Using Loxon Concrete N Masonry Primer and SW Emerald Paint. 
After rolling on first coat of primer, it seems like a lot of it is absorbed and shade of concrete can be seen. Is that OK to paint or should I apply second coat of primer?
Thank you


----------



## Gymschu (Mar 11, 2011)

One coat of Loxon is fine. I've never had to apply 2. It's ok if some of the concrete can be seen through the primer film.


----------



## czego82 (Nov 14, 2016)

Thank you, what about the paint? Single coat or two?


----------



## woodcoyote (Dec 30, 2012)

To be safe, spot prime your patches or what not with the paint. 

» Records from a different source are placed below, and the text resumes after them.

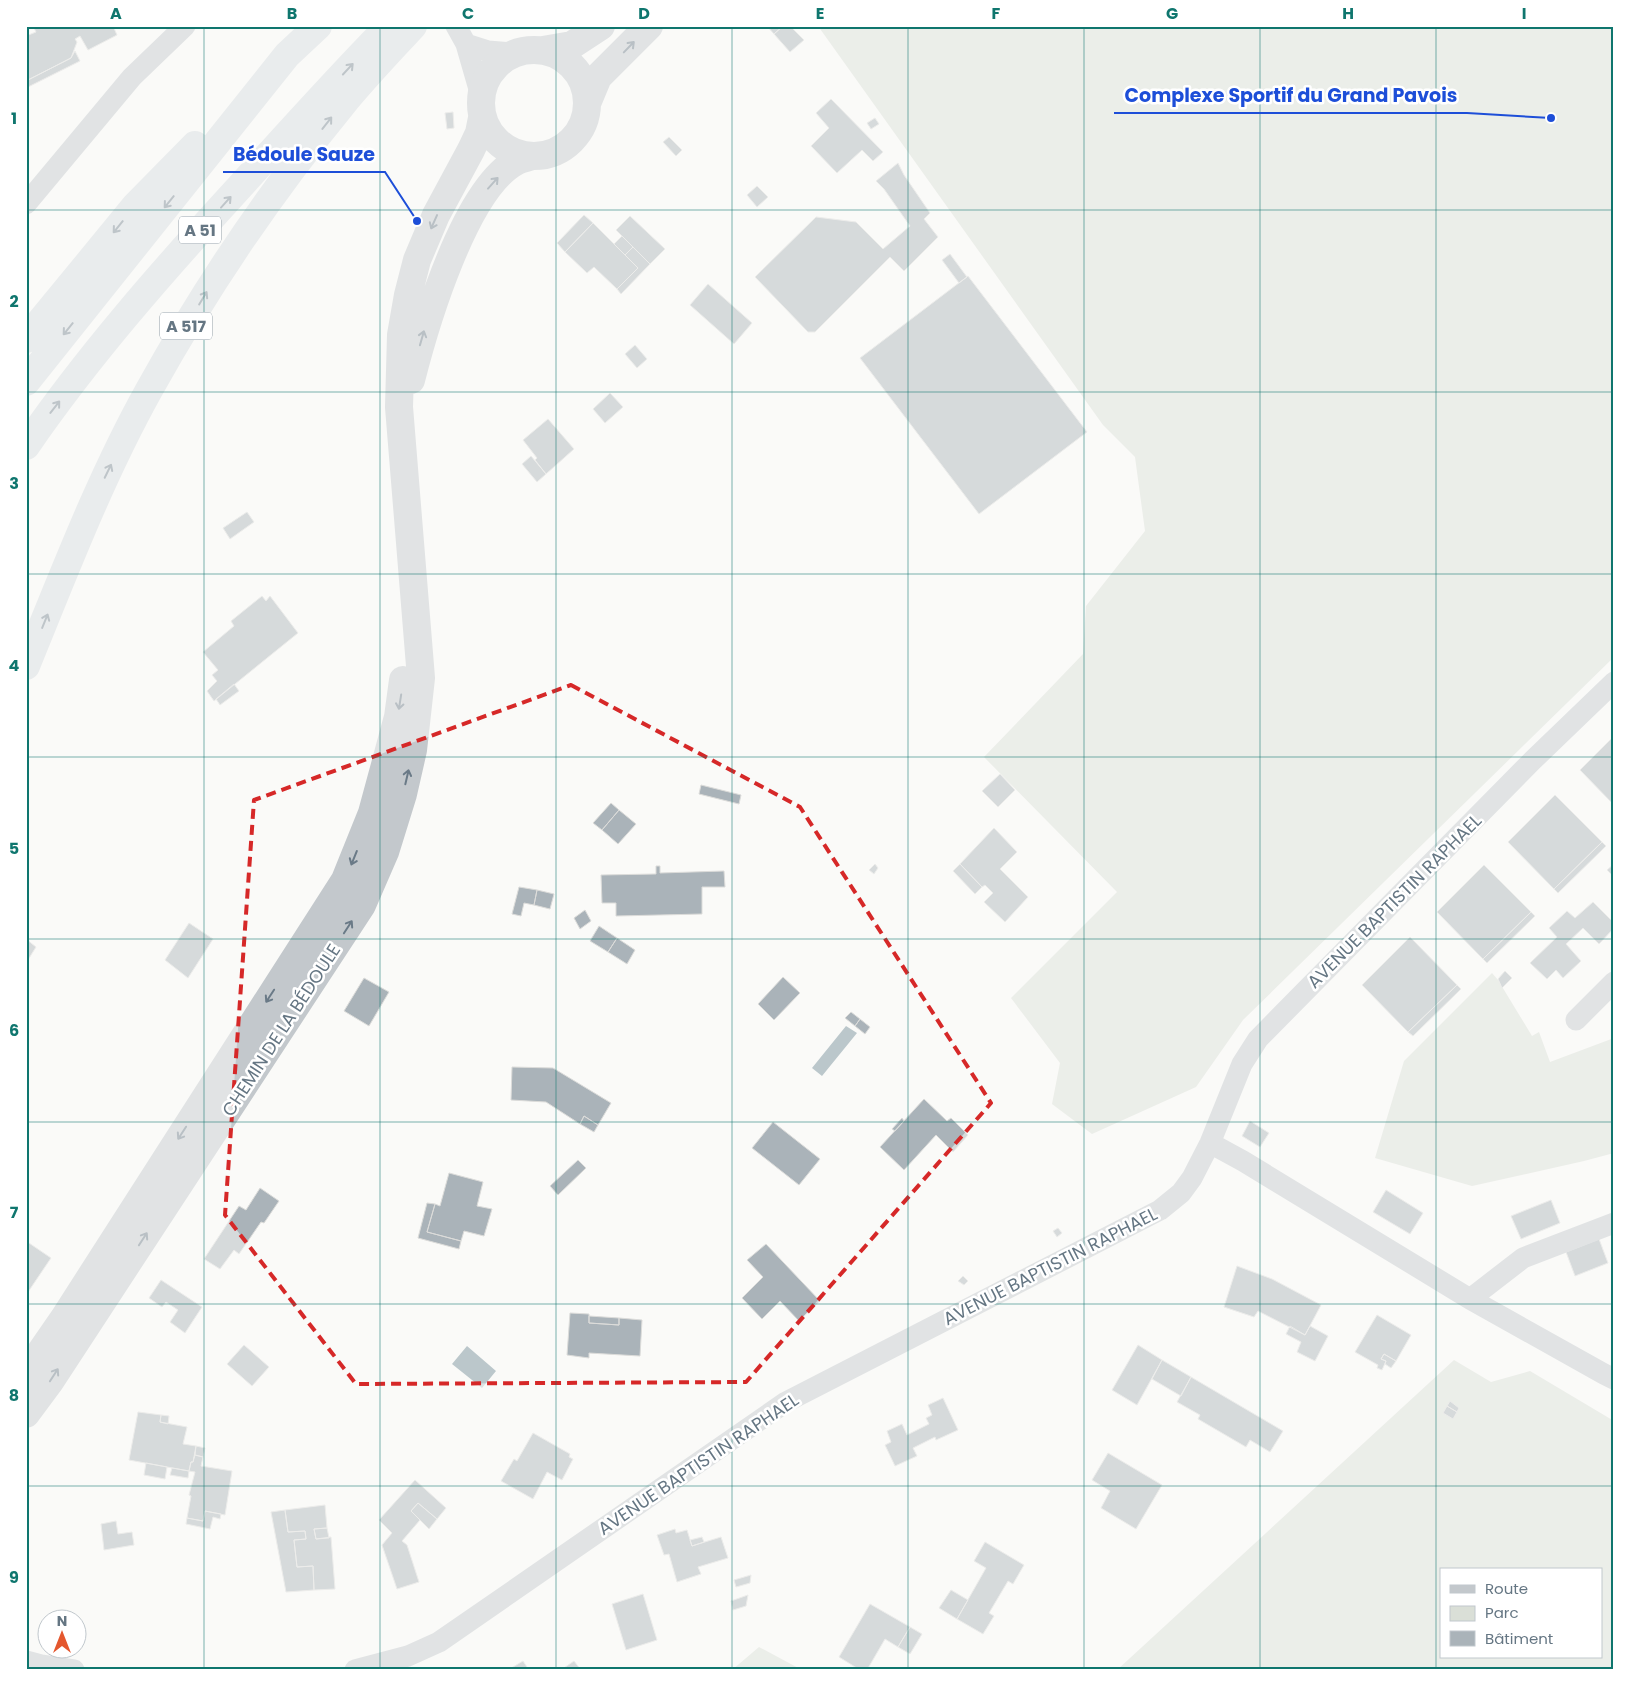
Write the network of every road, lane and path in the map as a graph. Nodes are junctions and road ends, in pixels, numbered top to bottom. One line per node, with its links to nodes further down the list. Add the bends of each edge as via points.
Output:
1 (185, 26): 7 (street)
2 (318, 26): 11 (highway, A 51)
3 (388, 26): 19 (highway, A 51, one-way to 3, via 149,288)
4 (413, 26): 21 (highway, A 517, one-way to 4, via 98,494 148,390 213,280 331,118)
5 (601, 26): 9 (street, via 572,45)
6 (648, 26): 12 (street, one-way to 6, via 598,77)
7 (162, 35): 15 (street, via 132,77)
8 (461, 35): 10 (street, via 488,51); 13 (street)
9 (543, 50): 10 (street, via 528,49); 12 (street, via 560,56 574,68 584,83)
10 (514, 53): 13 (street, via 492,69 485,81)
11 (287, 54): 16 (highway, one-way to 16, via 136,205); 17 (highway, A 51, one-way to 17)
12 (588, 101): 14 (street, via 584,122 574,139 562,149)
13 (482, 107): 14 (street, via 490,133 501,145 515,153); 18 (street, CHEMIN DE LA BÉDOULE, one-way to 18, via 479,133 436,215 417,260 408,295 399,370)
14 (532, 156): 18 (street, CHEMIN DE LA BÉDOULE, one-way to 14, via 421,339 452,255 483,194 502,172 517,161)
15 (28, 195)
16 (26, 339)
17 (26, 382)
18 (401, 437): 20 (street, CHEMIN DE LA BÉDOULE)
19 (26, 446)
20 (415, 602): 28 (street, CHEMIN DE LA BÉDOULE, one-way to 28, via 398,717 372,813 345,880); 30 (street, CHEMIN DE LA BÉDOULE, one-way to 20, via 362,905 385,852 413,750 422,678)
21 (26, 666)
22 (1614, 682): 25 (street, AVENUE BAPTISTIN RAPHAEL, via 1258,1039 1242,1064)
23 (1614, 982): 24 (street)
24 (1576, 1020)
25 (1210, 1143): 27 (street); 33 (street, AVENUE BAPTISTIN RAPHAEL, via 1192,1178 1160,1210 786,1402 440,1642 408,1656)
26 (1614, 1223): 27 (street, via 1523,1258)
27 (1470, 1299): 29 (street)
28 (26, 1373)
29 (1614, 1379)
30 (26, 1414)
31 (26, 1661): 32 (street)
32 (74, 1670)
33 (355, 1670)

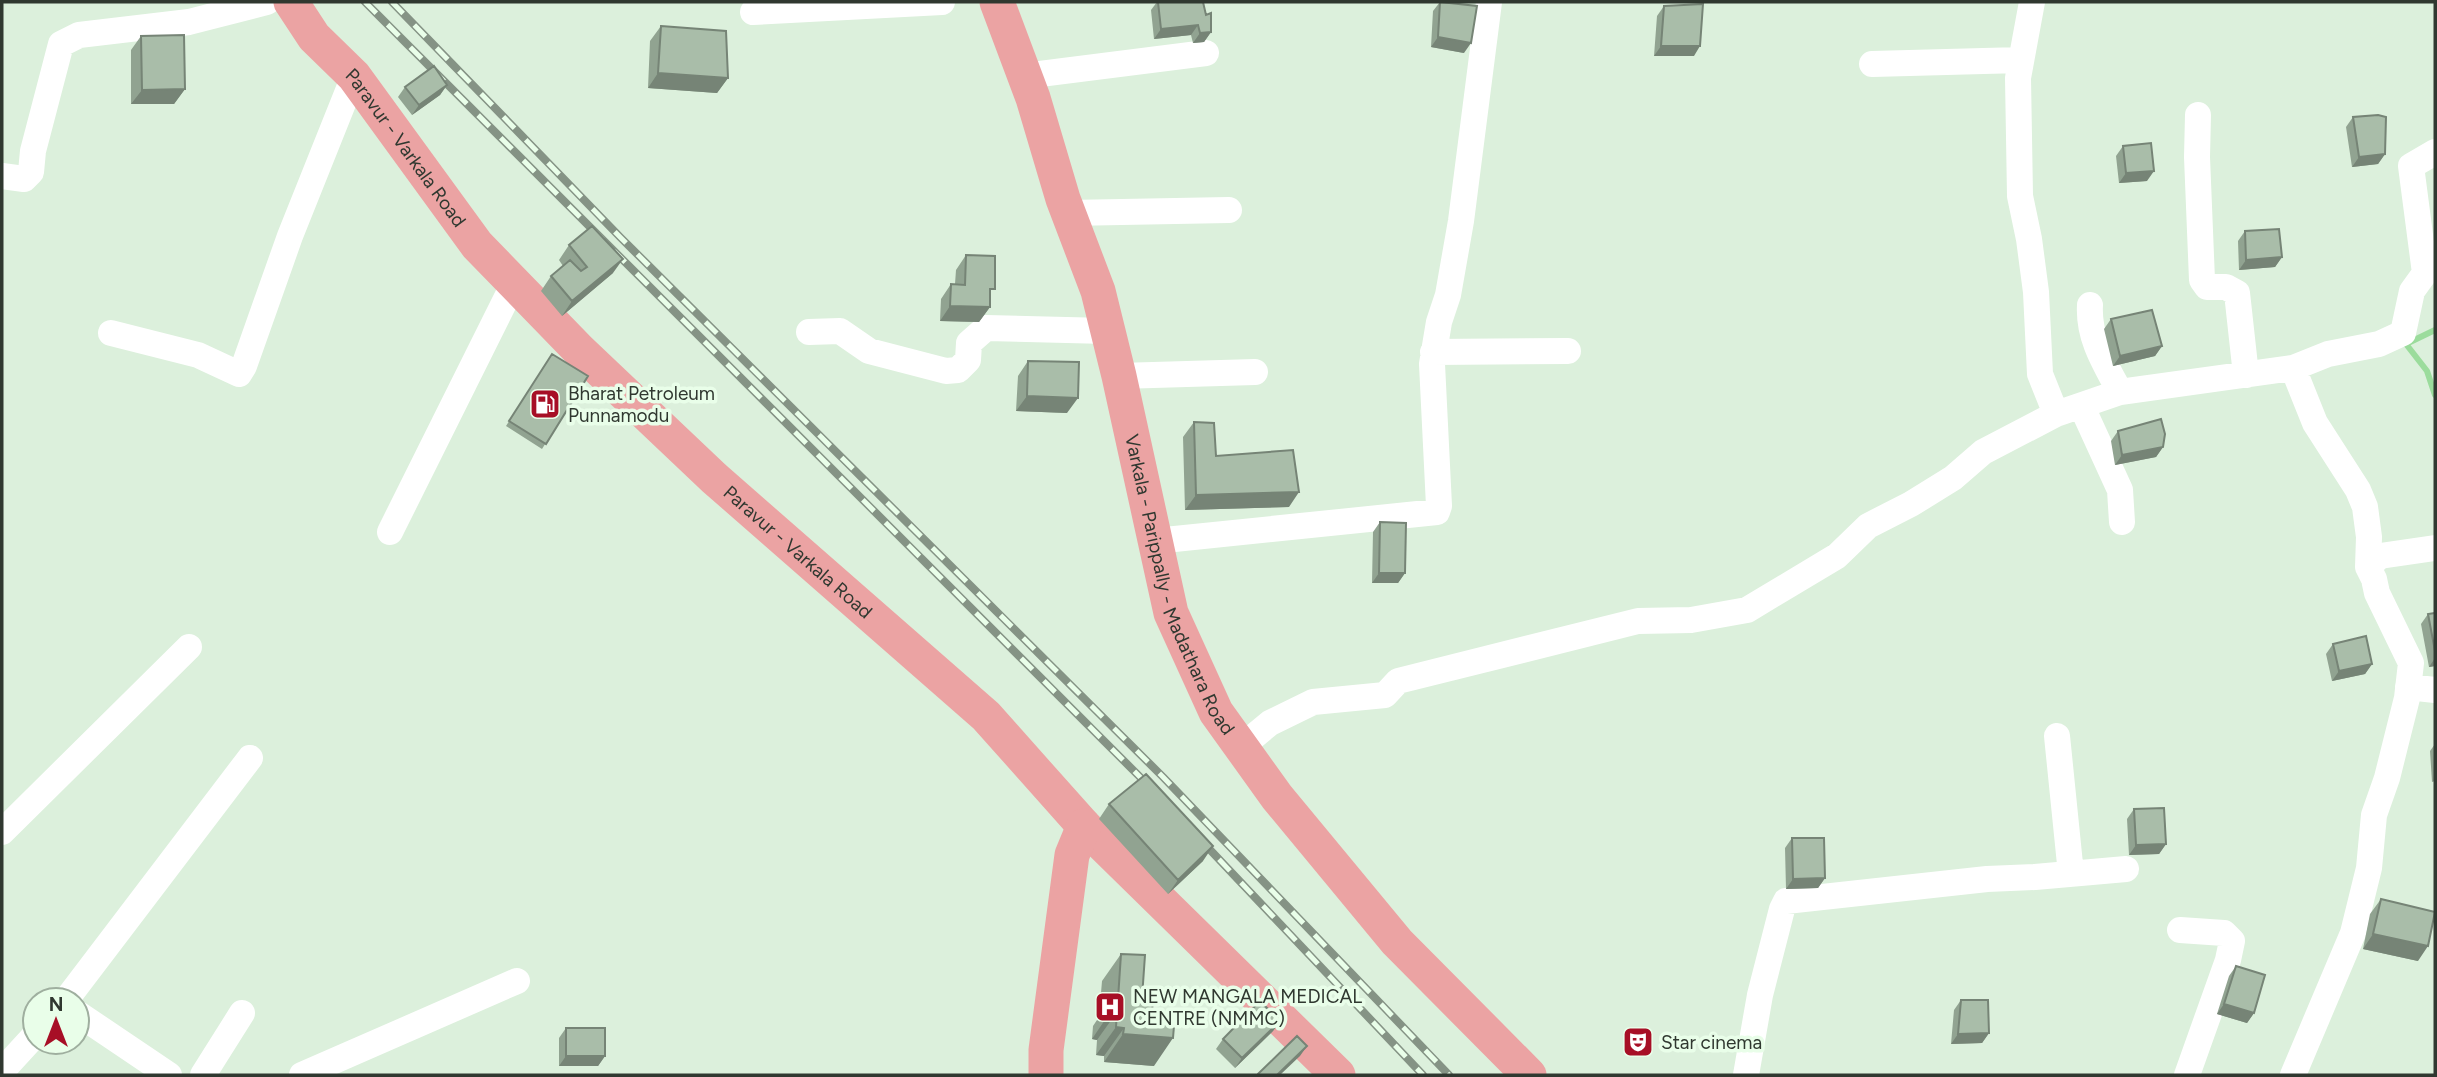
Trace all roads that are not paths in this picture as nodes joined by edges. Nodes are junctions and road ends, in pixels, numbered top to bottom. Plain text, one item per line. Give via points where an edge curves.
1 (267, 2) edge
2 (291, 2) edge
3 (942, 2) edge
4 (997, 2) edge
5 (1489, 2) edge
6 (2032, 2) edge
7 (753, 12) dead end
8 (1206, 53) dead end
9 (2021, 60) junction
10 (1872, 64) dead end
11 (354, 76) junction
12 (1024, 76) junction
13 (2198, 115) dead end
14 (2435, 152) edge
15 (2, 176) edge
16 (1229, 210) dead end
17 (1068, 213) junction
18 (514, 283) junction
19 (2090, 305) dead end
20 (1107, 331) junction
21 (809, 332) dead end
22 (110, 333) dead end
23 (1568, 351) dead end
24 (1433, 352) junction
25 (2293, 368) junction
26 (1255, 372) dead end
27 (2246, 375) junction
28 (1119, 376) junction
29 (2120, 392) junction
30 (2082, 407) junction
31 (2056, 415) junction
32 (2122, 522) dead end
33 (390, 532) dead end
34 (1155, 541) junction
35 (2435, 548) edge
36 (2368, 567) junction
37 (189, 647) dead end
38 (2408, 687) junction
39 (2435, 690) edge
40 (2057, 736) dead end
41 (1241, 747) junction
42 (250, 758) dead end
43 (1084, 826) junction
44 (2, 832) edge
45 (2126, 869) dead end
46 (2071, 874) junction
47 (2180, 930) dead end
48 (517, 981) dead end
49 (77, 986) edge
50 (242, 1013) dead end
51 (91, 1022) edge
52 (21, 1050) edge
53 (2, 1071) edge
54 (169, 1075) edge
55 (203, 1075) edge
56 (302, 1075) edge
57 (1046, 1075) edge
58 (1338, 1075) edge
59 (1529, 1075) edge
60 (1746, 1075) edge
61 (2187, 1075) edge
62 (2293, 1075) edge

1 - 15 street via 189,22 79,35 61,44 31,172 24,179
2 - 11 main road, Paravur - Varkala Road via 314,37
3 - 7 street
4 - 12 main road, Varkala - Parippally - Madathara Road
5 - 24 street via 1461,220
6 - 9 street
8 - 12 street
9 - 10 street
9 - 31 street via 2020,196 2036,292 2040,374
11 - 18 main road, Paravur - Varkala Road via 477,245
11 - 22 street via 239,374 198,355
12 - 17 main road, Varkala - Parippally - Madathara Road
13 - 27 street via 2202,280 2207,287 2226,287 2237,293
14 - 25 street via 2411,166 2426,273 2412,291 2403,333
16 - 17 street
17 - 20 main road, Varkala - Parippally - Madathara Road via 1098,291
18 - 33 street
18 - 43 main road, Paravur - Varkala Road via 714,478 986,716
19 - 29 street via 2095,344
20 - 21 street via 986,328 969,342 968,360 958,370 946,371 869,351 840,331
20 - 28 main road, Varkala - Parippally - Madathara Road
23 - 24 street
24 - 34 street via 1437,512
25 - 27 street
25 - 36 street via 2315,423 2365,507
26 - 28 street
27 - 29 street
28 - 34 main road, Varkala - Parippally - Madathara Road
29 - 30 street
30 - 31 street
30 - 32 street via 2120,490
31 - 41 street via 1983,452 1911,505 1868,526 1837,556 1746,610 1691,620 1638,621 1398,681 1385,695 1313,702 1270,723
34 - 41 main road, Varkala - Parippally - Madathara Road via 1171,613 1216,712
35 - 36 street via 2380,556
36 - 38 street via 2412,663
37 - 44 street
38 - 39 street
38 - 62 street via 2374,815 2369,868 2353,933
40 - 46 street
41 - 59 main road, Varkala - Parippally - Madathara Road via 1397,942
42 - 49 street
43 - 57 main road via 1072,855
43 - 58 main road, Paravur - Varkala Road
45 - 46 street
46 - 60 street via 1786,901 1760,995
47 - 61 street via 2224,933 2231,941
48 - 56 street
50 - 55 street
51 - 54 street
52 - 53 street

If the whole house/building looks dry still, a good thick coat of paint should work. Emerald Exterior is good stuff, but expensive. So 1 fat coat would be better for the pocket than 2 or 3 coats. I'd rather burn primer if I'm unsure than the paint. Loxon isn't cheap either, but probably still less than Emerald.

Let us know how it goes.

P.S.
Good call on using the Loxon Primer. Most guys try to paint right over the concrete based stucco systems and then have them fail. Better to put a conditioner or primer prior to top coating.


----------



## kmp (Jan 30, 2011)

I always spray and backroll a heavy first and then spray only a thinner second coat to even everything out. Also depends on the color, lighter colors will take two.


----------



## lilpaintchic (Jul 9, 2014)

Loxon, 2 coats of superpaint. It'll have a bit more flex than emerald which is good on stucco...not to mention the cost. Either way, much like fresh drywall, if the stucco is new it'll suck up the primer and the first coat (backrolled) will likely be uneven. A 2nd coat should build the proper millage and even out the sheen.


----------



## PNW Painter (Sep 5, 2013)

Although I don't paint much stucco, I worked on a house 2 years ago the stucco was so rough that we primed with Loxon followed by 2 coats of Ultra Spec 500 all backrolled. Even then we still had some pin holes in the finish.


Sent from my iPhone using Tapatalk


----------



## PACman (Oct 24, 2014)

Don't worry about the Loxon not hiding. The only reason it has any pigment at all is so you can see if it has been applied. Two coats of topcoat should be fine.


----------